While we might not all be lucky enough to have bears and bobcats in our backyard, it’s super easy to capture footage of your own local wildlife. All you need to do is invest in one of the best trail cameras, pick a suitable spot in your garden and then simply sit back and wait. The beauty of trail cameras is that they completely remove the human element from wildlife photography and videography. Even the most experienced wildlife photographer runs the risk of encroaching on their subject’s space and affecting their behavior.
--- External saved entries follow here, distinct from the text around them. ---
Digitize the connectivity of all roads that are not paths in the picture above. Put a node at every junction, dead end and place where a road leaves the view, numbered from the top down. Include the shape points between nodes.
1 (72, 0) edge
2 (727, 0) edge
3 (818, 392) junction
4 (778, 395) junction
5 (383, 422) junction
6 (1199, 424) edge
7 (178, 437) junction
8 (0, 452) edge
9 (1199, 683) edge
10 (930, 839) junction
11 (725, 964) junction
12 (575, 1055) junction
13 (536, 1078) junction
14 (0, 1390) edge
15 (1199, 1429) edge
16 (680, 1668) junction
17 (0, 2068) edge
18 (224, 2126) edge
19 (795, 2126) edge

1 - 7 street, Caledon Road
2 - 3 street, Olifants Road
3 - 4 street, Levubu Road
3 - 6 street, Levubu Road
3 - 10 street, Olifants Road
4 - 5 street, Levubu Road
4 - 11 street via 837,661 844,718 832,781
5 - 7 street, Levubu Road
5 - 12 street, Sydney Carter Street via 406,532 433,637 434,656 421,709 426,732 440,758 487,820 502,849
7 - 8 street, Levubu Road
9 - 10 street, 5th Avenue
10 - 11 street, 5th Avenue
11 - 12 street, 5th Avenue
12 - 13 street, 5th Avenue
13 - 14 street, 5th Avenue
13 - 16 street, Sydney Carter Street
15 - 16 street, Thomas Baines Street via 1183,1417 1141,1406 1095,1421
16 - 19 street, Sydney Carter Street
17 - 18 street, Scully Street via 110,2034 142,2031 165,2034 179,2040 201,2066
And the fact that you don’t need a pro-level camera and telephoto lens to capture amazing footage of local wildlife – is also proved by a YouTube video. The video shows an incredible mixture of animals crossing a log bridge in Pennsylvania. Captured by local man Robert Bush using a camera trap, wildlife including bears, bobcats, grouse, beavers, and more used a fallen log to traverse the terrain. In addition, Bush runs a Facebook Page and YouTube Channel Bob’s Pennsylvania Wildlife Camera, where he posts all of his footage as it’s captured.

Hence, you can find Robert’s video below which shows animals that crossed the bridge over the course of one year. This is a natural habitat of all these species, and it’s fascinating just how many of them there are. In the meantime, check out more of Robert Bush’s incredible wildlife footage here. It’s all about wildlife and if you enjoy wildlife photography and films, I’m sure you’ll love it!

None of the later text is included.